Process characterization of epithelial–mesenchymal transition in alveolar epithelial type II cells using surface-enhanced Raman scattering spectroscopy

Epithelial–mesenchymal transition (EMT), a process by which epithelial cells undergo a phenotypic conversion that gives rise to fibroblasts and myofibroblasts, plays an important role in tissue repair and fibrosis, chronic inflammation, cancer invasion and metastasis. Therefore, increasing attention has focused on the study of EMT. However, it is still a challenge to distinguish the undifferentiated and differentiated epithelial cells, which are closely related and morphologically similar.

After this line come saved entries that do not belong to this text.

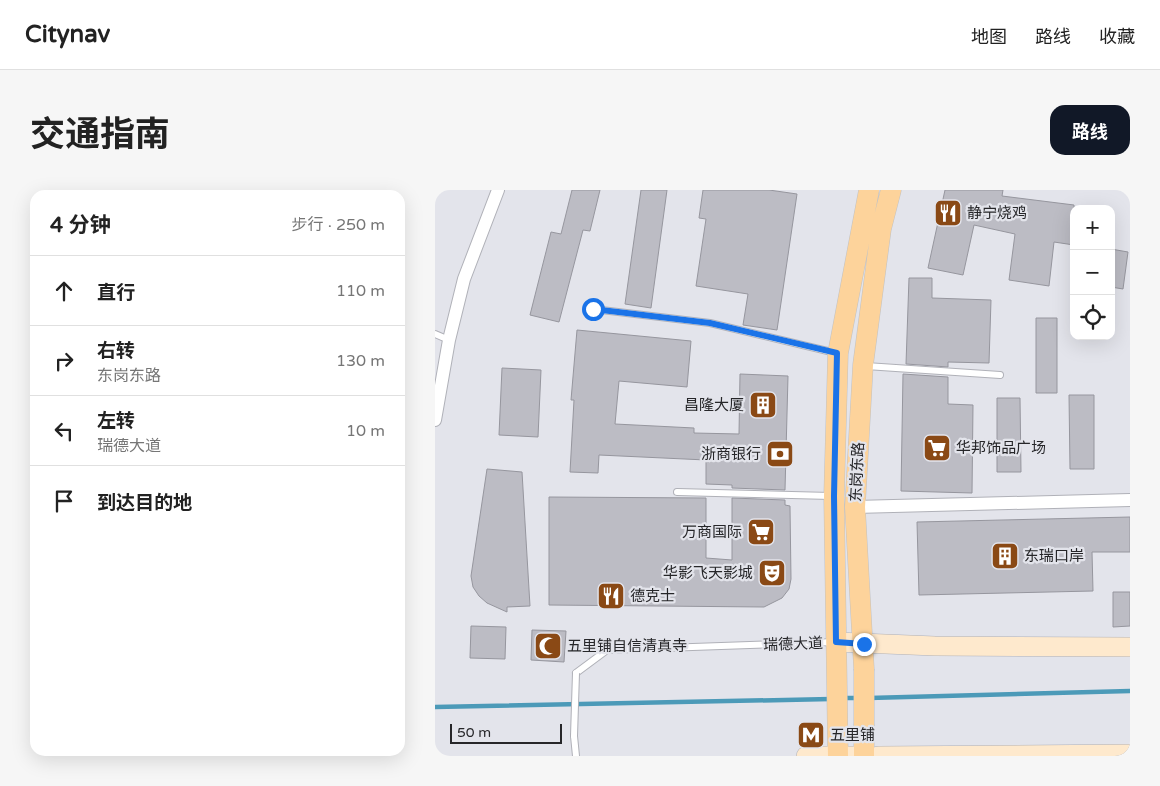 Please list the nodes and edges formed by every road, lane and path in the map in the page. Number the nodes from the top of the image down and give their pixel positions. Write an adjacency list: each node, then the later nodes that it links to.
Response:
1 (498, 190): 6 (street)
2 (869, 190): 7 (main road, 东岗东路)
3 (891, 190): 8 (main road, 东岗东路)
4 (593, 309): 7 (lane)
5 (435, 334): 6 (lane)
6 (449, 340): 10 (street)
7 (837, 353): 12 (main road, 东岗东路)
8 (863, 366): 9 (lane); 14 (main road, 东岗东路)
9 (1000, 375)
10 (435, 420)
11 (677, 492): 12 (lane)
12 (834, 496): 17 (main road, 东岗东路)
13 (1130, 500): 14 (street)
14 (855, 507): 15 (main road, 东岗东路)
15 (864, 644): 16 (street, 瑞德大道); 17 (street, 瑞德大道); 22 (main road, 东岗东路, bridge)
16 (1130, 647)
17 (836, 652): 19 (lane, 瑞德大道, bridge); 21 (main road, 东岗东路)
18 (1130, 754): 23 (street)
19 (576, 756)
20 (807, 756): 21 (street)
21 (838, 756): 22 (street)
22 (863, 756)
23 (878, 756) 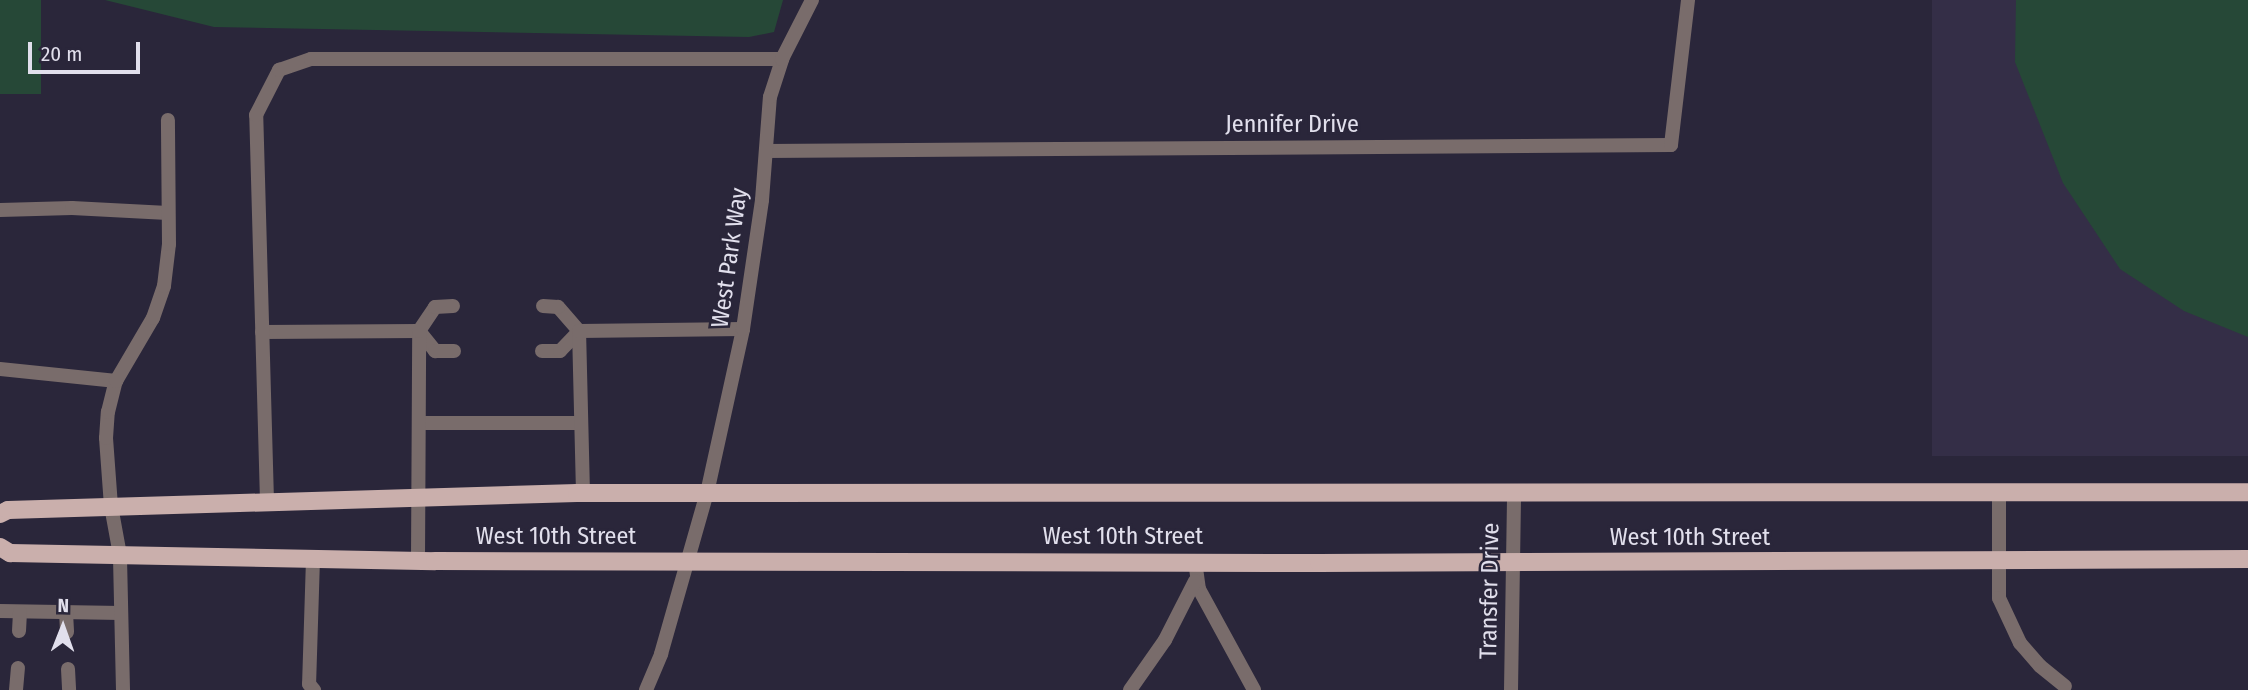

In this study, we employed the transactivator of transcription (TAT)-functionalized AuNSs as intracellular surface-enhanced Raman scattering (SERS) probes for characterizing the EMT process in alveolar epithelial type II (ATII) cells, induced by bleomycin (BLM). CCK8 assay and reliable aggregation tests indicated a low cytotoxicity and high stability of the intracellular SERS probes. The internalization of the TAT-functionalized AuNSs acting on the ATII cells was verified by transmission electron microscopy (TEM), fluorescence images, and energy-dispersed spectroscopy (EDS). SERS spectra were analyzed by principal component analysis (PCA), which was able to distinguish between ATII cells at different stages of EMT and monitor the cellular biochemical composition changes in this process. In addition, the expression of epithelial and fibroblastic markers on ATII cells suggested that incubation with BLM could induce ATII cells to differentiate into fibroblasts. The SERS detection of the internalized TAT-functionalized AuNSs provides a continuous, non-invasive, and label-free characterization for the EMT process.